Carlos A. Cooks was a politician from Dominican Republic.

Overview 

Carlos A. Cooks was born in San Pedro de Macoris Dominican Republic on June 23, 1913 to James Henry Cooks and Alice Cooks, who were originally from the neighboring island of St. Martin. His education took place mostly in Santo Domingo until moving to New York in 1929 where he went on to higher learning. Cooks was known for his love of sports and his expertise in boxing.  His intellect was recognized from an early age and he attended the leadership school in the Voodoo Sacré Society. Cooks' involvement in the UNIA comes as no surprise as both his uncle and father were among the many St. Martiners who were members of the Marcus Garvey-led organization. He was a key link in the history of Black American nationalism between Marcus Garvey before him and Malcolm X, whom he influenced. Carlos Cooks administered the Advance Division of the UNIA after Marcus Garvey was deported.  He founded the African Nationalist Pioneer Movement.

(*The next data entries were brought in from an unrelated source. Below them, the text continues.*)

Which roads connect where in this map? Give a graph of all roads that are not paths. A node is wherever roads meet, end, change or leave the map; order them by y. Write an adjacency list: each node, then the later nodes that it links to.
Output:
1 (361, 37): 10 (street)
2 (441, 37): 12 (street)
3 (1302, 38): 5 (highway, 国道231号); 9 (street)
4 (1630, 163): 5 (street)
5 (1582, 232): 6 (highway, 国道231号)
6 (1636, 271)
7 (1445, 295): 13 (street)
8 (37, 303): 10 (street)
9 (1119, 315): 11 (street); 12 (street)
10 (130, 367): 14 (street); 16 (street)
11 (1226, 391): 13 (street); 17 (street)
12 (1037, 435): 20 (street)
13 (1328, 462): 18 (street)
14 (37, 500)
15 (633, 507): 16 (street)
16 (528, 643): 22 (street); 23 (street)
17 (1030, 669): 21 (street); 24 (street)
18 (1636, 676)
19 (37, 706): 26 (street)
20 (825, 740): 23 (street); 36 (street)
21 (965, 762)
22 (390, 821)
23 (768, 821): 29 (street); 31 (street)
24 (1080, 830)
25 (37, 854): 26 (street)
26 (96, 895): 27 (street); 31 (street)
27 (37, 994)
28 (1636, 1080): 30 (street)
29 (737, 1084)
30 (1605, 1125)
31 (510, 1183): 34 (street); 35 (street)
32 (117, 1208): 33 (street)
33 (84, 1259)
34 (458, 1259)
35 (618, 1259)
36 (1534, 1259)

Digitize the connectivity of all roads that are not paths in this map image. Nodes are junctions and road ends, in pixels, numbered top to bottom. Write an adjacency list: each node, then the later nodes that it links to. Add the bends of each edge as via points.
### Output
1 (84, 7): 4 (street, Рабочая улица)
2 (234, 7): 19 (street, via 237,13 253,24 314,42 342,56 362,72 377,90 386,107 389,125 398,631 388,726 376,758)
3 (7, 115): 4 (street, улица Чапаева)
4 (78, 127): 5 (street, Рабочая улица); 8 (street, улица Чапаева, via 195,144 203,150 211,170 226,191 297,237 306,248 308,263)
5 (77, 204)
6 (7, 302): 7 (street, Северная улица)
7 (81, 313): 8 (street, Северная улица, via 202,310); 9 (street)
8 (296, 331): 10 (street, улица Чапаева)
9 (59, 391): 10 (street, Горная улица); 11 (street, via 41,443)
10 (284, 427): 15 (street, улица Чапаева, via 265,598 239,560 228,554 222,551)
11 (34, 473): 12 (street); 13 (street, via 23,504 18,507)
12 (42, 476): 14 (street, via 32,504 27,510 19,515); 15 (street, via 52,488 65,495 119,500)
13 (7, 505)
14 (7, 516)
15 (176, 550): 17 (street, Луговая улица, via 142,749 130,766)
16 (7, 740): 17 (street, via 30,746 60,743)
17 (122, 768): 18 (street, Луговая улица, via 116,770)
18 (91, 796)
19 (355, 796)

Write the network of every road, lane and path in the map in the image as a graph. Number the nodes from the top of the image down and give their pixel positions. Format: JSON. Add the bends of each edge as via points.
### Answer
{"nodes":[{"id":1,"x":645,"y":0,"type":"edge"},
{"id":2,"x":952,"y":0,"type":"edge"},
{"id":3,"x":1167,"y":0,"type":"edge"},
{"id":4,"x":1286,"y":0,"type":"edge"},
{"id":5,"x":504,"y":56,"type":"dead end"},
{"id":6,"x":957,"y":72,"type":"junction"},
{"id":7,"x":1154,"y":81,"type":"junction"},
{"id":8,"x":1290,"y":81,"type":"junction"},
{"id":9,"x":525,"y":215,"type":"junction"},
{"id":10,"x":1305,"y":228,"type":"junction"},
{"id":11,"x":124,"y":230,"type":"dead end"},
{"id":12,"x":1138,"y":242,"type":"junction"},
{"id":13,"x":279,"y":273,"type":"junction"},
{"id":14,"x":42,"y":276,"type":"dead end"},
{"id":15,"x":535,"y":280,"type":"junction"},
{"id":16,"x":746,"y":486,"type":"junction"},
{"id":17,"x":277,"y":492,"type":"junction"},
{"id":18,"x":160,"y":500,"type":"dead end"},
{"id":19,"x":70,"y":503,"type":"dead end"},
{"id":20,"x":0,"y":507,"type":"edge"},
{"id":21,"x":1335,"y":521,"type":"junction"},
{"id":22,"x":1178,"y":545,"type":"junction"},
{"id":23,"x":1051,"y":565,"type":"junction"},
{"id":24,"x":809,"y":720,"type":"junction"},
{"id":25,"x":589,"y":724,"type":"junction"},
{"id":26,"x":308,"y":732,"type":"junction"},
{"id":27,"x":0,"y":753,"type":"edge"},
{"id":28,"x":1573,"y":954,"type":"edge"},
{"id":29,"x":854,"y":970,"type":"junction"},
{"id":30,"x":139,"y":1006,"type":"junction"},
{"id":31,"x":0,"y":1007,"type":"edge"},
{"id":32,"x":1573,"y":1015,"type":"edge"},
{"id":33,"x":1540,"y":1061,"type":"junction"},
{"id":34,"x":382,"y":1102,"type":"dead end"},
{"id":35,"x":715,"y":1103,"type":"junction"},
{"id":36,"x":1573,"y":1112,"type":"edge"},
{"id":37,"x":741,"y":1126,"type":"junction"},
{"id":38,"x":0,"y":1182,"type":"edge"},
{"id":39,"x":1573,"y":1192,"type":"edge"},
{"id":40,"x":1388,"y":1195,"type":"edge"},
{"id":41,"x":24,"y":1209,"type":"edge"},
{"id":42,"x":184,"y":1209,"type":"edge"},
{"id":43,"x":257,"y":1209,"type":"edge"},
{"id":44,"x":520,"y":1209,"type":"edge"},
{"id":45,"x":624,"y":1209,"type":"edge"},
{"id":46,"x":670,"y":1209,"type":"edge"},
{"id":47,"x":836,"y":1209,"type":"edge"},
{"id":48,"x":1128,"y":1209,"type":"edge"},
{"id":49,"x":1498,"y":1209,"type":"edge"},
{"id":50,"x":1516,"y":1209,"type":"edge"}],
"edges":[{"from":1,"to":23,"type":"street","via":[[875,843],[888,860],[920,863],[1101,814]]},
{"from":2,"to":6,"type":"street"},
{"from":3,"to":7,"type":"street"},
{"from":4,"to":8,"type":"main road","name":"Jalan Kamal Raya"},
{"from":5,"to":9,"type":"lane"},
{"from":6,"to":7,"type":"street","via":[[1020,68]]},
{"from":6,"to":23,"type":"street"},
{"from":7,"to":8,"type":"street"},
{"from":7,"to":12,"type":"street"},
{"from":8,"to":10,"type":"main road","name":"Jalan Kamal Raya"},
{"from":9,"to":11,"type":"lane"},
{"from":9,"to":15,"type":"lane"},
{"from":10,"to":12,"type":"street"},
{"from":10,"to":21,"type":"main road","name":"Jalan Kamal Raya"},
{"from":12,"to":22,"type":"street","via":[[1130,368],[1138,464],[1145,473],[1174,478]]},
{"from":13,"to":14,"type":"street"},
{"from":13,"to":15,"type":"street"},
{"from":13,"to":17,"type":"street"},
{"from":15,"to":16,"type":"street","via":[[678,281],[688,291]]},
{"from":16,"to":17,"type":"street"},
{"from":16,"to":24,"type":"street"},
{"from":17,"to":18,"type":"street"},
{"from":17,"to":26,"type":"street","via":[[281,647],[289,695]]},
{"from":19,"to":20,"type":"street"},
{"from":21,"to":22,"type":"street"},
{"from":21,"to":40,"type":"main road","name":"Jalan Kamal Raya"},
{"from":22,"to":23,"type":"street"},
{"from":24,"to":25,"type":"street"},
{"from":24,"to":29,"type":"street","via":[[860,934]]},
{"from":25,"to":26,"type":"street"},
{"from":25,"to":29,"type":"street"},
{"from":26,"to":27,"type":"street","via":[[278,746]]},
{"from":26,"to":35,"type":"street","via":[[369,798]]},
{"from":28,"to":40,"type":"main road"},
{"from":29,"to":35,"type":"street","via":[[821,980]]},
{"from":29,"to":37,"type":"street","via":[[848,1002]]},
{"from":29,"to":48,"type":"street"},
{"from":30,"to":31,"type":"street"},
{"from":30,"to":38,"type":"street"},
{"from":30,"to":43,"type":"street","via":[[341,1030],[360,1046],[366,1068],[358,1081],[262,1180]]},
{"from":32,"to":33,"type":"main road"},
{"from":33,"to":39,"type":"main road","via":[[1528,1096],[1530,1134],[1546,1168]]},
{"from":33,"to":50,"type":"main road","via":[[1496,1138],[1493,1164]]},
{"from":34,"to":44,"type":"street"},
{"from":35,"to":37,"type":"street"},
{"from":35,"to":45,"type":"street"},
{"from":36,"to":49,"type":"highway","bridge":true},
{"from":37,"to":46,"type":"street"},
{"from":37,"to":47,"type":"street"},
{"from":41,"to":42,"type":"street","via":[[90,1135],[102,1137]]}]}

He died in Harlem, New York, on May 5, 1966. He died at age 53.

Cooks and Garvey 

Marcus Garvey was an influence on Cooks, who was taken to meetings of the Garvey Movements as a child by his father and uncle. He then went on join the Garvey Union and its Universal African Legion. It is said that at age nineteen Cooks was knighted by Garvey, becoming a member of the movement.

Cooks argued that all Garvey's actions were devoted towards the upliftment and improvement of the status of Black People in the United States of America. Unlike Garvey, Cooks was skeptical of W. E. B. Du Bois, whom he regarded as a white hireling of the NAACP. In his work, entitled Marcus Garvey Champion of African Redemption, Cooks describes Du Bois as an opponent of Garveyism, and as attacking and ridiculing the movement through his magazine Crisis.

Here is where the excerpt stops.